I find this book so inspiring!  I imagine it will spark an idea for all readers.  What is something that you started doing after learning all of this information?

Thank you so much, Michele. I hope others are inspired by the can-do kids in the book. One thing I’ve done: I’ve opened my eyes. I started seeing plastic everywhere, as indeed it is. (Try to go one day without touching plastic. Bet you can’t!) 

I visited my local recycling center to learn about the problems they face. It’s worth doing in your area, because recycling regulations are determined by states and local municipalities. I never knew that we can’t recycle wet cardboard because it gums up the works. A recycling bin with a top on it is an easy solution. 

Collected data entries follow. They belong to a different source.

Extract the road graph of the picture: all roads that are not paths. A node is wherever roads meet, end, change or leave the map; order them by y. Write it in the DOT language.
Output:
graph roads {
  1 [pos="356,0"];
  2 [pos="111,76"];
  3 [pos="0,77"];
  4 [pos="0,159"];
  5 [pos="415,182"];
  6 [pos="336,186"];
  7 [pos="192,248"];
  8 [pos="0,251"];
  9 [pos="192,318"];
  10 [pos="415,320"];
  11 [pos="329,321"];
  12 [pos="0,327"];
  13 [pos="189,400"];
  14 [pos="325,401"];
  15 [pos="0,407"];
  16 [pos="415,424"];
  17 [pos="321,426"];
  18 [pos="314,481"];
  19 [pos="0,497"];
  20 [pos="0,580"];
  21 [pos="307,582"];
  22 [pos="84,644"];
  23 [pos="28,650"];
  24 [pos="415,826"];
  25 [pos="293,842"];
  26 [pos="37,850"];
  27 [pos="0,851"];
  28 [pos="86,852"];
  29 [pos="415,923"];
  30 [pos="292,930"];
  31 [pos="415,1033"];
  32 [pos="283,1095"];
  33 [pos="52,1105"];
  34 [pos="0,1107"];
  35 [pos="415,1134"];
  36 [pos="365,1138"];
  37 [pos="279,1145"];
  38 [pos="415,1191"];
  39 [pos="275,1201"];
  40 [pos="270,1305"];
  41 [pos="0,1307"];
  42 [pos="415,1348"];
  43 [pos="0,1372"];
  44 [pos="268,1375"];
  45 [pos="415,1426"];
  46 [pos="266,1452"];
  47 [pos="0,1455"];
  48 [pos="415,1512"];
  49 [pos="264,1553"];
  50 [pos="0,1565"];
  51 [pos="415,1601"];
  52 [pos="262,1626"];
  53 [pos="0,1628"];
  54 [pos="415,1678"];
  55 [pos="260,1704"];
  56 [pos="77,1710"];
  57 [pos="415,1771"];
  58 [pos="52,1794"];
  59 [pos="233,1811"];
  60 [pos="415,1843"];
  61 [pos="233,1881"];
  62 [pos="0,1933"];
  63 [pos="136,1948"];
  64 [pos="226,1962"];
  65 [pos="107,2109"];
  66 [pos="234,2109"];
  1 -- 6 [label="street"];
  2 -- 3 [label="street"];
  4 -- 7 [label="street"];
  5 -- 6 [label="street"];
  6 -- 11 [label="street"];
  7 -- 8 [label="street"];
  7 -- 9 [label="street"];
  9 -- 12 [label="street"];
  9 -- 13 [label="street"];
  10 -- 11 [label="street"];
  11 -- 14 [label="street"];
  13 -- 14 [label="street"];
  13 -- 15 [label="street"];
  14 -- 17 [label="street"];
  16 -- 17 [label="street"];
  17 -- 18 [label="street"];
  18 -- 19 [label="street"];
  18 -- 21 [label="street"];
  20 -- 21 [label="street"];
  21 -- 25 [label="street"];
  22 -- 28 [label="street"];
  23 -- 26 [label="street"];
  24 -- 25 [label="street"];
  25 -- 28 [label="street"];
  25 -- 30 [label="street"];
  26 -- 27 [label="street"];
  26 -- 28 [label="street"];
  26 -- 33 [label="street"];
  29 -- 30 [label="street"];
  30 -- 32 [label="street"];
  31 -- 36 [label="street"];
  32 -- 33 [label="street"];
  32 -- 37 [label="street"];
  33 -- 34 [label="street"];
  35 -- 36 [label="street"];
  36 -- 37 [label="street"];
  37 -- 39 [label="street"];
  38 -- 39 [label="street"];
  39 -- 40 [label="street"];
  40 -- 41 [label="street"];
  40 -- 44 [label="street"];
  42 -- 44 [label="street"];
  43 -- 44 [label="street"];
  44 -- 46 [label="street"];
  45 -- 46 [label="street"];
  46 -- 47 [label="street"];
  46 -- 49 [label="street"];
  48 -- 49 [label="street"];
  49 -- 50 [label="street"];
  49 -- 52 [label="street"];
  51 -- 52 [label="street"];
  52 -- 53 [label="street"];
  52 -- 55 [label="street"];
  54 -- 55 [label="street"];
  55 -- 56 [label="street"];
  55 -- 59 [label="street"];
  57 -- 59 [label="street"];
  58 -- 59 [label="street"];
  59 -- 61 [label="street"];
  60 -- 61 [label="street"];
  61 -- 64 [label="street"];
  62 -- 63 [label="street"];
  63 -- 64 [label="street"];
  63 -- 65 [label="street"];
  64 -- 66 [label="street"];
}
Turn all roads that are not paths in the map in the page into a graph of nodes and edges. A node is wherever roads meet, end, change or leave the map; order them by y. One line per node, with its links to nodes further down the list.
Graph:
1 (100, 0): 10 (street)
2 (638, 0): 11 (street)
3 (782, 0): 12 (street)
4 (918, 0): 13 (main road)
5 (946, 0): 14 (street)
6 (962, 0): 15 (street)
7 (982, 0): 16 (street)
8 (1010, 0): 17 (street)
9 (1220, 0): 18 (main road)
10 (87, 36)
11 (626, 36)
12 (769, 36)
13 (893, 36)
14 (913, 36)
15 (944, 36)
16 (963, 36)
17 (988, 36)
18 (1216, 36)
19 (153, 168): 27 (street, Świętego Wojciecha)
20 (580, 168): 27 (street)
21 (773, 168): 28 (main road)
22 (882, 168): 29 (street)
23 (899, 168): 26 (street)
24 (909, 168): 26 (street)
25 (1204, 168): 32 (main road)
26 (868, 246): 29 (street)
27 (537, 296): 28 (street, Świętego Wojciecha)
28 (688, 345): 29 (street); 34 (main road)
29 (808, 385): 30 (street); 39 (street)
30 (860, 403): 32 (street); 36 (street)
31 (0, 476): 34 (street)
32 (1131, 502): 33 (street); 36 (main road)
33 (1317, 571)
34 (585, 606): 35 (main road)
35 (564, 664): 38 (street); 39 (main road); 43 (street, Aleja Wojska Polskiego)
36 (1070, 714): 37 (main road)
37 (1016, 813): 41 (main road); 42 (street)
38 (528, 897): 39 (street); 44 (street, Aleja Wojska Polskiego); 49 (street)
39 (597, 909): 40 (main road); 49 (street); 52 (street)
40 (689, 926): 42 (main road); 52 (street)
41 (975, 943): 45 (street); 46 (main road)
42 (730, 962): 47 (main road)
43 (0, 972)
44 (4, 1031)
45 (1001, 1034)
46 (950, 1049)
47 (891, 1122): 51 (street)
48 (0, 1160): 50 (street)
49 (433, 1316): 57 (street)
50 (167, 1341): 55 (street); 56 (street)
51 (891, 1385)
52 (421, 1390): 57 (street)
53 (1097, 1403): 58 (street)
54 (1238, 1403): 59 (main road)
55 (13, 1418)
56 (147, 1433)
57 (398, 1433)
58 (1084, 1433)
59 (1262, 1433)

I also saw firsthand how plastic grocery bags, straws, and plastic utensils slip through the cracks in the sorting machines and break the equipment. Along with plastic bottles, I’m working hard to ban these “use-it-once-and-throw-it-away” plastics in my life. These are the things we use for an average of 12 minutes and then they pile up in the ocean and on landfills for the next 450-1000 years! Some scientists believe they never really disintegrate, but break into smaller and smaller microplastics that end up in our food and in the air, with dire consequences for our health. These “disposable” plastics are 40% of the problem and they’re easy to replace with washable cloth bags, metal water bottles, bamboo utensils, and metal straws. 

Going forward, I’d add a few more RE-words to the old REUSE, REDUCE, RECYCLE slogan. REFUSE is a big one. Just say NO to this stuff we don’t really need. And REWARD RESEARCH. Support companies that are fighting back. Our lives depend on it.

Thank you for stopping by and sharing this gorgeous book with me.  Although I'm sharing this on Earth Day, it's definitely a book to be shared everyday!